Data supplied:
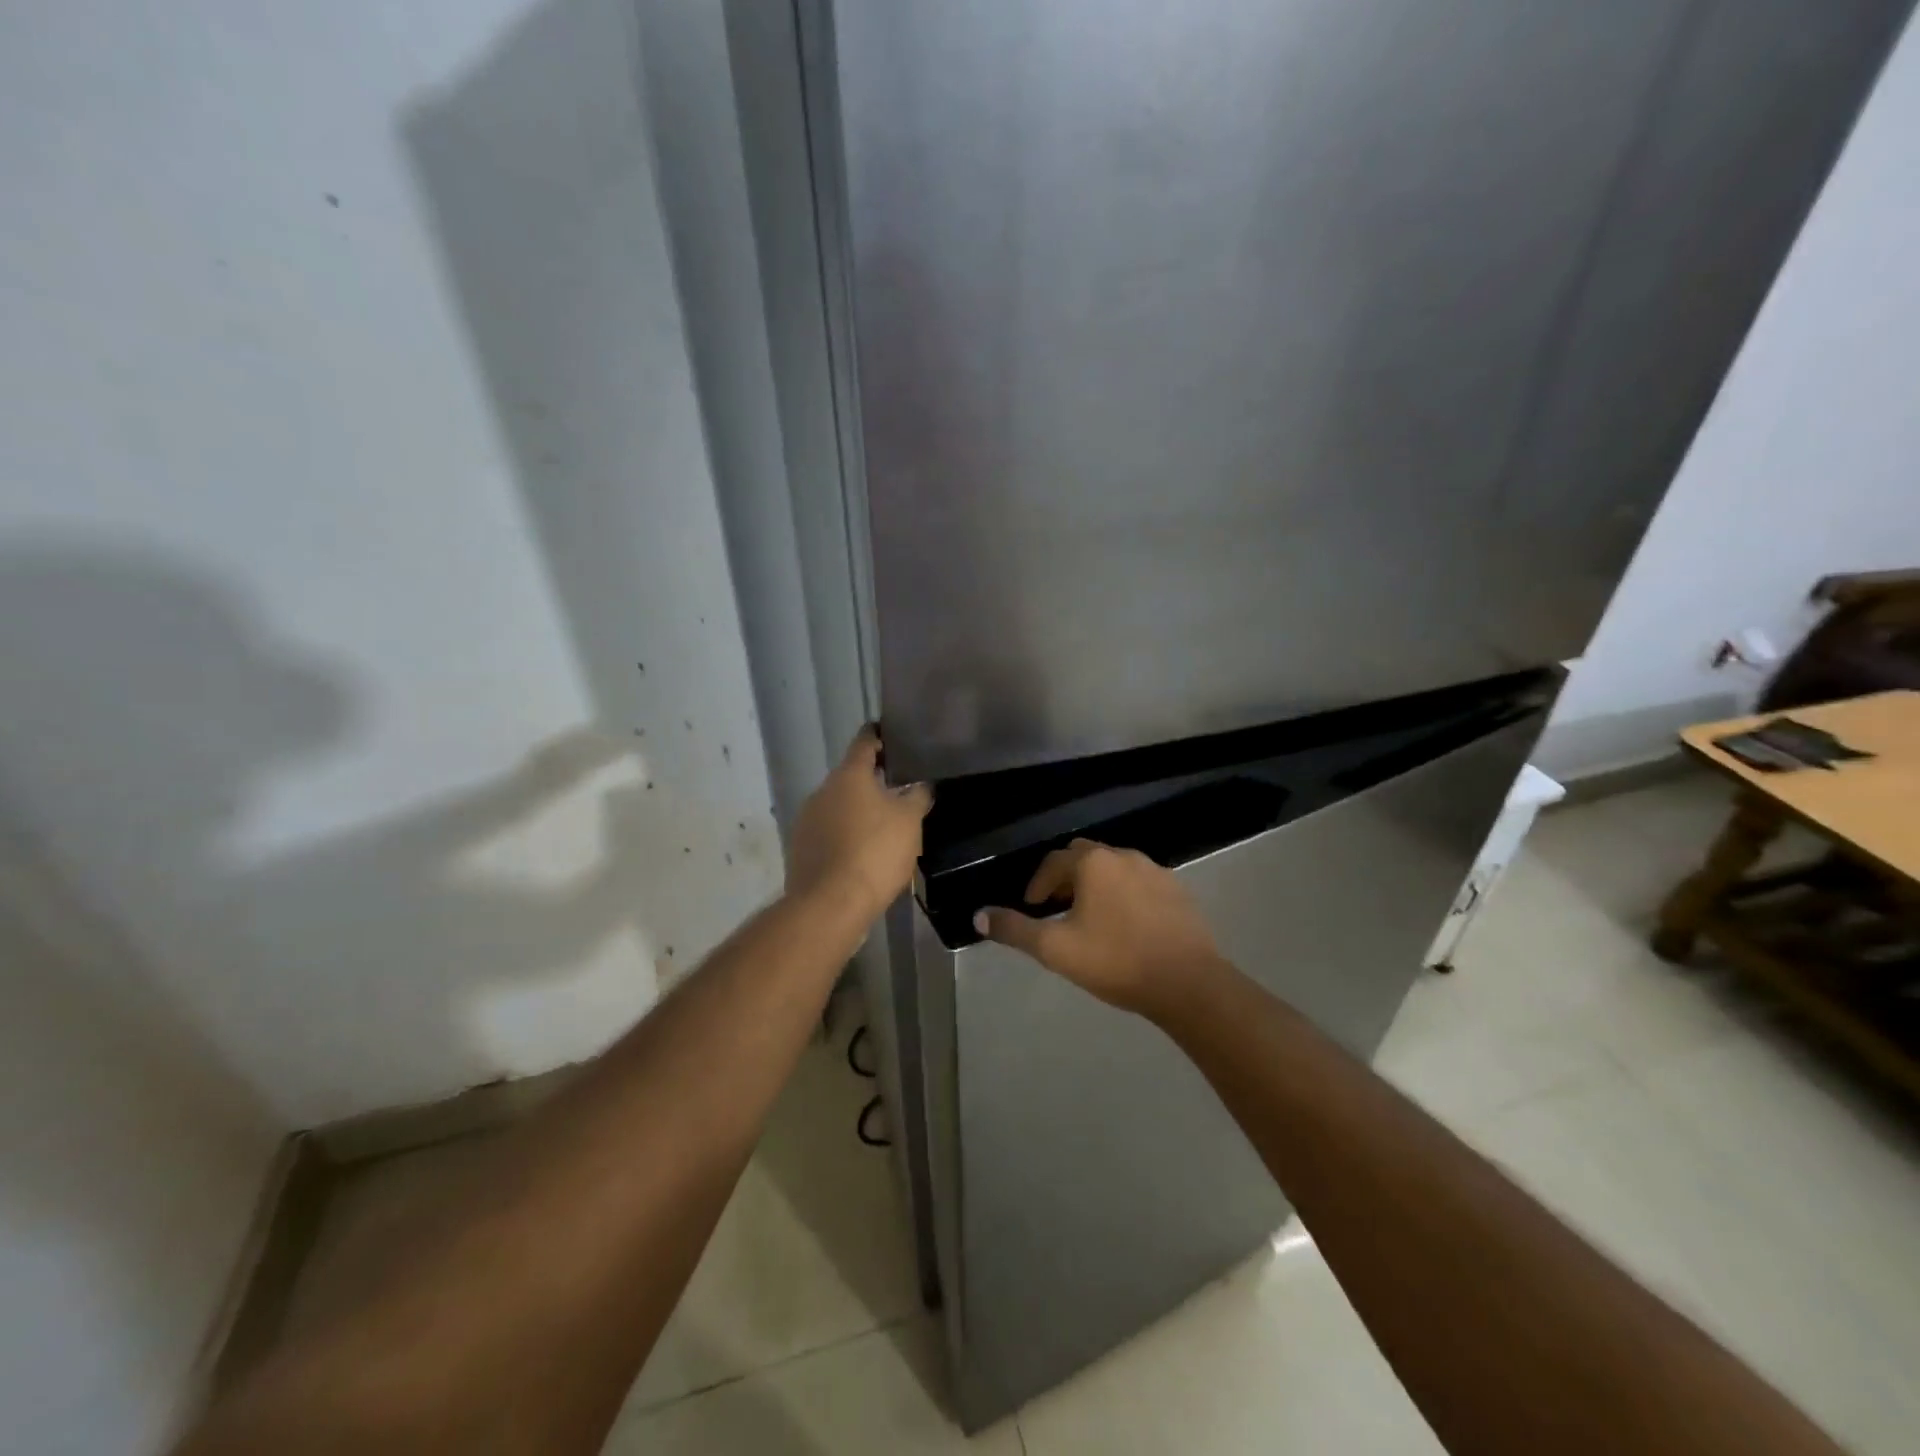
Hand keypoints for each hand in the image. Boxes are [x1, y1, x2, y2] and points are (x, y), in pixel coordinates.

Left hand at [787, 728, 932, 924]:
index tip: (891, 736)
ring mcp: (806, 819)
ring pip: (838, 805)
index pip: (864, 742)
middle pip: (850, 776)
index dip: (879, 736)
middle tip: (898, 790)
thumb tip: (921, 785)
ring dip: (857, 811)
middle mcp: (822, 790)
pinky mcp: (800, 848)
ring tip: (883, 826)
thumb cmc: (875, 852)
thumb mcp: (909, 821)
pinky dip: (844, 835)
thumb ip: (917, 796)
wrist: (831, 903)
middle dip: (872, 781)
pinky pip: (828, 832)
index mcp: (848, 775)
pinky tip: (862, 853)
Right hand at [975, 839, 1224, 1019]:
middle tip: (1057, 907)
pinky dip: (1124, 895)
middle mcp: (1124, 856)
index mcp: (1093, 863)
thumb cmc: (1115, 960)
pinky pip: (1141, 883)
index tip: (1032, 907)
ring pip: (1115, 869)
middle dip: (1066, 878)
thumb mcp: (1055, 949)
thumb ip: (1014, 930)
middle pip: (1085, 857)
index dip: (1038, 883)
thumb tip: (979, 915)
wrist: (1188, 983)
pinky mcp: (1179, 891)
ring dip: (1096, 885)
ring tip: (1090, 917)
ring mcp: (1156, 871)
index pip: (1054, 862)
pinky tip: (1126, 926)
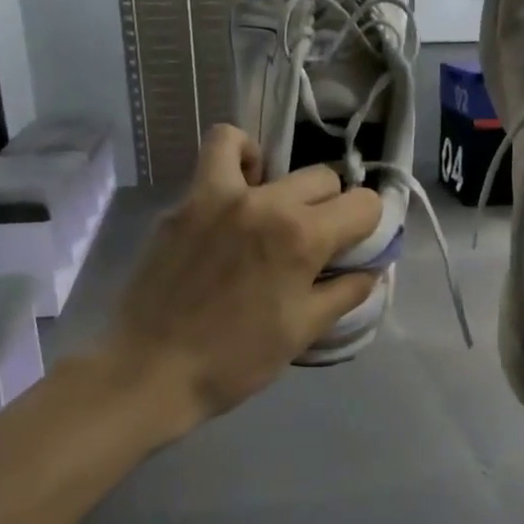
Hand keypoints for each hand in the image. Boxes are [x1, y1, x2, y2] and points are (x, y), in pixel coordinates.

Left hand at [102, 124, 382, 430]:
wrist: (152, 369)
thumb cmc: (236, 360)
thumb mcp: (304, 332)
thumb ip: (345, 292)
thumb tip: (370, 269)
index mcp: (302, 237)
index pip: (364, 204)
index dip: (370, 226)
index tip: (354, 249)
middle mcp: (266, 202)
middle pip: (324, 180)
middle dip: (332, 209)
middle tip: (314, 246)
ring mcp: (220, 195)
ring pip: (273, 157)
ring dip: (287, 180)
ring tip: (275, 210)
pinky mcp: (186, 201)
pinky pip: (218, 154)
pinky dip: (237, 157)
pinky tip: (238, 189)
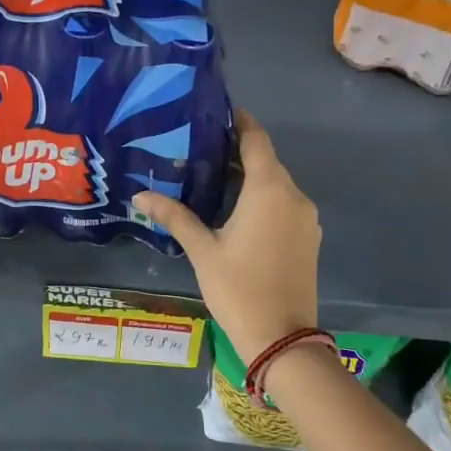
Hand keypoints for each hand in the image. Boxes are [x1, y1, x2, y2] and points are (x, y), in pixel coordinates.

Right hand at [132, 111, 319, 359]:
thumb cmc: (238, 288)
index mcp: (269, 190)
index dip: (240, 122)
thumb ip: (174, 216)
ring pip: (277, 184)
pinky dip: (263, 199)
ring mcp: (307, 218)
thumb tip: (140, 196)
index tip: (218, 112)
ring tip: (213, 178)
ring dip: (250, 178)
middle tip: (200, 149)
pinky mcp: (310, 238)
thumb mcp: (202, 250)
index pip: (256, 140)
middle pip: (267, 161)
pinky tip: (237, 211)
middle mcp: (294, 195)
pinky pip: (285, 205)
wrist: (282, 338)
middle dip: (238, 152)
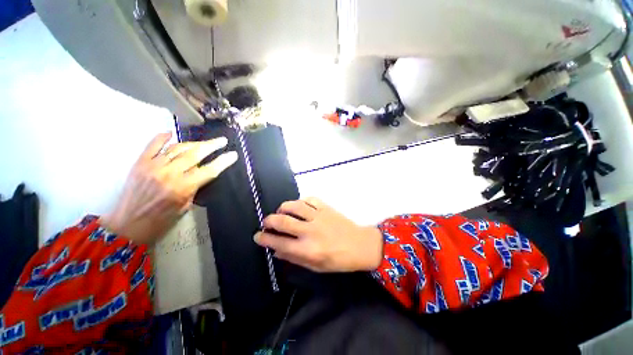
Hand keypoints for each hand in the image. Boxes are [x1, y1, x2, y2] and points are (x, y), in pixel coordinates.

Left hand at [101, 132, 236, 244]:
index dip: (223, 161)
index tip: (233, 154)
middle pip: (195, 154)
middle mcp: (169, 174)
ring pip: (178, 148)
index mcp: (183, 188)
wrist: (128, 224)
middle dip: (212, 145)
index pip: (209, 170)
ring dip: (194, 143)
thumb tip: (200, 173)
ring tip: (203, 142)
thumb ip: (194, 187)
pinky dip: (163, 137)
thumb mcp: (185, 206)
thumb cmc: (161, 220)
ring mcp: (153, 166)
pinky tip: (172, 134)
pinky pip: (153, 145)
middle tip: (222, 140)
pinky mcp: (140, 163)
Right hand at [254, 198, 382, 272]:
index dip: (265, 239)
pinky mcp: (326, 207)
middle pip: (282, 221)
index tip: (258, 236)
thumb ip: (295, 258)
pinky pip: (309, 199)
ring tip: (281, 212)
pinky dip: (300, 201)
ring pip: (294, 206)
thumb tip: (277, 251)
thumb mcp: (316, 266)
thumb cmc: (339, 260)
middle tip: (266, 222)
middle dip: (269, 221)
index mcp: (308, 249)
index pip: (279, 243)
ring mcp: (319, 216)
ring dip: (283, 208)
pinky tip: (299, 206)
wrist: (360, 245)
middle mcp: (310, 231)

Work task:
Where does the string "wrist" occur in the listing above? Return every line that contains it.

Answer area:
wrist: (831, 903)
wrist: (1188, 983)
wrist: (152, 369)
wrist: (282, 338)
wrist: (128, 224)
wrist: (360, 245)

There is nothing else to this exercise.